What is insulin resistance?
Insulin’s job is to utilize glucose as a fuel or store it as body fat. It also implies that glucose levels in the blood are more likely to rise, which can lead to dangerously high blood sugar levels.
Most people aren’t aware they have insulin resistance until a blood test. From time to time, everyone experiences elevated blood sugar levels. When your blood sugar level is continuously high, you may notice that you are thirstier than normal, that you urinate more, that you are more exhausted, that your vision is impaired, and that the bottoms of your feet tingle.
Insulin resistance isn’t generally a part of conventional diabetic therapy. In clinical research, however, scientists may focus on insulin resistance measurements in order to investigate possible therapies for insulin resistance or type 2 diabetes.
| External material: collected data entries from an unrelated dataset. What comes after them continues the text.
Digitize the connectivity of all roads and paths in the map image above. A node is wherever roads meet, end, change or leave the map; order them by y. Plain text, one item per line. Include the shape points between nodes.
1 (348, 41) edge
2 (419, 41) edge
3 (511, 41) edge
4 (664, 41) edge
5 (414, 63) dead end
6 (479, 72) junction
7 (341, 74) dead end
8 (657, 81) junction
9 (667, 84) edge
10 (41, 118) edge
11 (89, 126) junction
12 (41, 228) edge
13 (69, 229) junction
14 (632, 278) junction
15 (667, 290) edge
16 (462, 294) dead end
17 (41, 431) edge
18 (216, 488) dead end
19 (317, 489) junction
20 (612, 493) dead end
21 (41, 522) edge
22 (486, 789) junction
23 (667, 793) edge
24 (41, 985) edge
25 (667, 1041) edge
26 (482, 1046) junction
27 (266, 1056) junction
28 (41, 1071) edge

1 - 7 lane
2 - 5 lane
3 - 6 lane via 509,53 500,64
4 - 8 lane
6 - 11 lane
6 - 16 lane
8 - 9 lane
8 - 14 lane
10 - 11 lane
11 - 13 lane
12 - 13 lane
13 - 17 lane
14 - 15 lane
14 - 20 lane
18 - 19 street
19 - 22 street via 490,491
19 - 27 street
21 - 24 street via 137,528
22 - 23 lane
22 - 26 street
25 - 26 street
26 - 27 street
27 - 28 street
They usually provide a lot of insulin to a person while also giving them glucose to maintain their sugar levels. Insulin resistance increases as the amount of glucose required to maintain normal blood sugar levels decreases.
What will your doctor do?
Your doctor will inquire about your symptoms, as well as your personal and family medical histories, weigh you, and measure your blood pressure. A blood test is necessary to diagnose insulin resistance. This can be done with by inserting a small needle into a vein to collect a blood sample. Often, you will be forced to fast for 8 hours before the exam.
A doctor will take your blood sample for analysis. It will check your blood sugar levels after you have fasted. Insulin resistance will be present if the blood sugar level of more than 100 mg/dL. Your doctor may also order a cholesterol test from a lab. High cholesterol levels are also a cause of Insulin resistance.
Risk variables such as race, age, and a family medical history are unavoidable. Losing weight, even if it is in small quantity, exercising frequently, and eating a nutritious diet are all ways to minimize insulin resistance. Choose carbs that are nutritious. For example, instead of white bread, choose whole-grain bread, drink water instead of soda, and limit your sugar intake.
Thus, insulin resistance is an entirely different condition as compared to diabetes. The fact the doctors check for this condition is that it can lead to diabetes if not controlled properly.